Prinz Harry und sechs weitere Prominente haben vor Gericht eine Niederlage erlitten. Ihre Klage gegen den Verlag der britischen Boulevardzeitung „Daily Mail“, Associated Newspapers Limited (ANL), wurde abgewiesen. In einem 436 Seiten langen schriftlichen Urteil stellte der zuständige Richter fest, dass die Kläger die schwerwiegenden Vorwürfe der unrechtmäßigen Informationsbeschaffung nicht ausreichend belegen konnten.
Vorwürfe der illegalen Recherche
Die Kläger, darunter Prinz Harry, Elton John und dessen Ehemann David Furnish, warfen Reportern der „Daily Mail“ vor, über Jahre hinweg illegale Methoden angewandt zu haben, um an Informationen zu gelangen. Konkret ging es um das Abhören von Telefonaten und Sprachnachrichten sowie das Einsehen privater Dokumente wie Krankenakten. Der Verlag wies die Anschuldigungen von Beginn an entschieden zurück. Der Prozess, der im Januar begann und Ende März endete, sorgte international für Aufsehen.
Emotionale Aussagen vor Gericht
Prinz Harry, der im Januar persönlich vor Gericht aussagte, zeigte sich dabei emotional. Zum Schluss seiner Aussage brach ihm die Stimme, als er über die Presse sagte: „Sie haben das Leben meiner Frau vollkommen zur Hölle gemacht, Euer Ehren.“ Auch Elton John äußerte sich drastisch: Die Praktiken des Verlags seien „abscheulich und jenseits aller Standards menschlichen Anstandes“. Er und Furnish behaupteten, der Verlag habe über Privatdetektive intime Dokumente beschafft.

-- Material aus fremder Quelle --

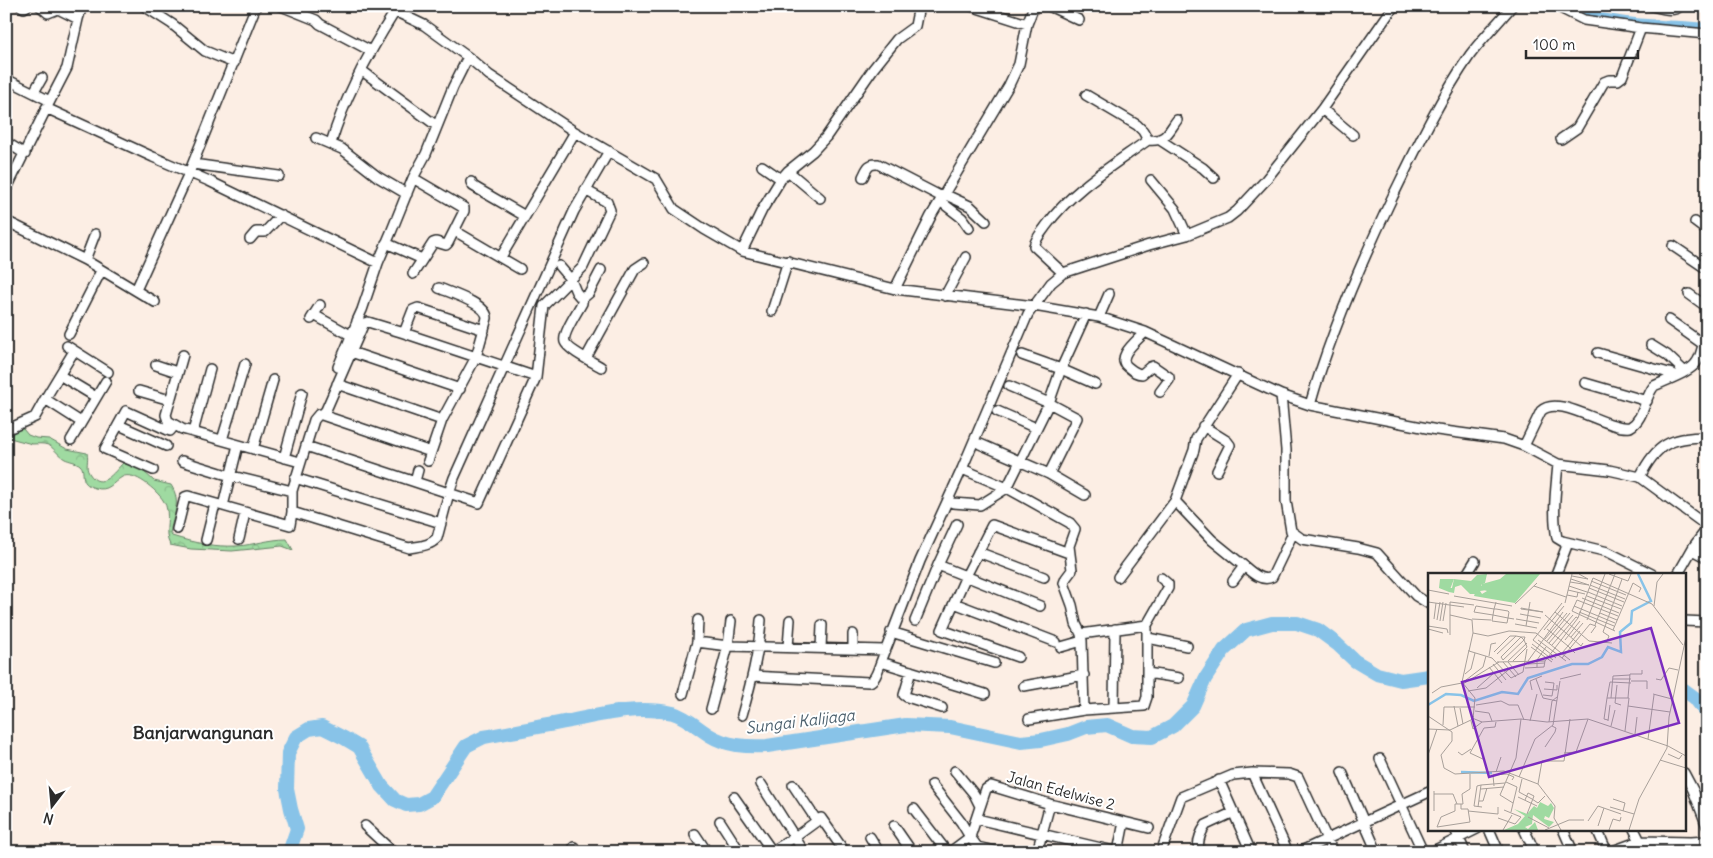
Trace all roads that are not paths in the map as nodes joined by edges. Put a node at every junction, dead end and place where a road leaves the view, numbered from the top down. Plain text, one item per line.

Harrys Kreuzzug gegen die Boulevardpresse
Prinz Harry, der sich 2020 von den royalen Pflichten zurückzog und mit seiner Frau Meghan und den beiden Kindern in den USA lebt, führt seit Jahren einen persönlichen Feldzug gegen die britische Boulevardpresse. Es war bereits seine dritte Klage dieser Art. Dass er dabei immer wieder persönlich aussagt, gilt als ungewöhnlich für ein Mitglied der Königsfamilie. Er will damit zeigen, dass die illegalen Methoden System hatten.
Familiäre Spannungen
Neben dem Gerichtsverfahren dürfte auch der familiäre Hintergrund für Harry emotional gewesen sein. Ursprünglich hatte es geheißen, er werde während seines fünftägigen Aufenthalts in London im Buckingham-Palast übernachten und sich mit seinem Vater König Charles III. treffen. Doch der Palast dementierte kurzfristig: Das Angebot sei abgelaufen. Harry zeigte sich darüber verärgert, wie sein Sprecher mitteilte. Das Verhältnis zwischen Harry und Charles gilt seit Jahren als zerrüttet, unter anderem wegen eines Streits über den Polizeischutz für Harry und seine Familie in Großbritannien.